Controller 151 typically includes a microcontroller or other
suitable processor for controlling the various other components of
the device. Software code is typically stored in memory of the
pulse generator 150 for execution by the microcontroller or
processor to control the various components of the device.
[0017] Pulse generator 150 may comprise one or more attached
extension components 170 or be connected to one or more separate
extension components 170. Alternatively, one or more stimulation
leads 110 may be connected directly to pulse generator 150. Within
pulse generator 150, electrical pulses are generated by pulse
generating circuitry 152 and are provided to switching circuitry
157. The switching circuit connects to output wires, traces, lines,
or the like (not shown in FIG. 3) which are, in turn, electrically
coupled to internal conductive wires (not shown in FIG. 3) of lead
body 172 of extension component 170. The conductive wires, in turn,
are electrically coupled to electrical connectors (e.g., "Bal-Seal"

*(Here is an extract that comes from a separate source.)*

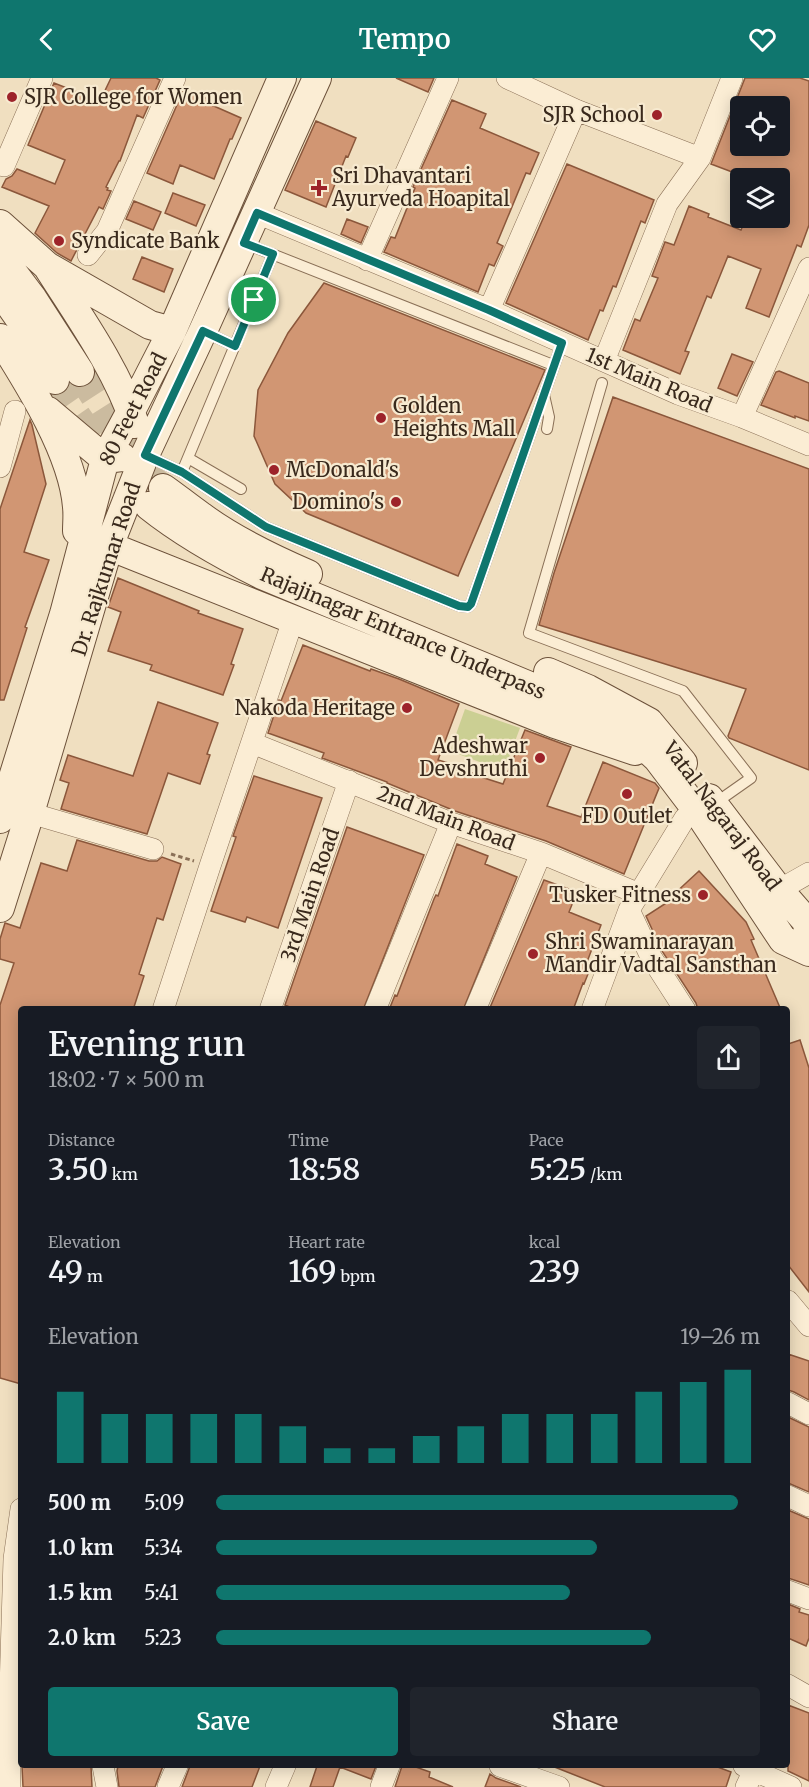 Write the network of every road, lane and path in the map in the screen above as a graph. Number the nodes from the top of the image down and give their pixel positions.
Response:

connectors) within connector portion 171 of extension component
170. The terminals of one or more stimulation leads 110 are
inserted within connector portion 171 for electrical connection
with respective connectors. Thereby, the pulses originating from
pulse generator 150 and conducted through the conductors of lead
body 172 are provided to stimulation lead 110. The pulses are then
conducted through the conductors of lead 110 and applied to tissue
of a patient via electrodes 111. Any suitable known or later
developed design may be employed for connector portion 171.
[0018] For implementation of the components within pulse generator
150, a processor and associated charge control circuitry for an
implantable pulse generator is described in U.S. Pat. No.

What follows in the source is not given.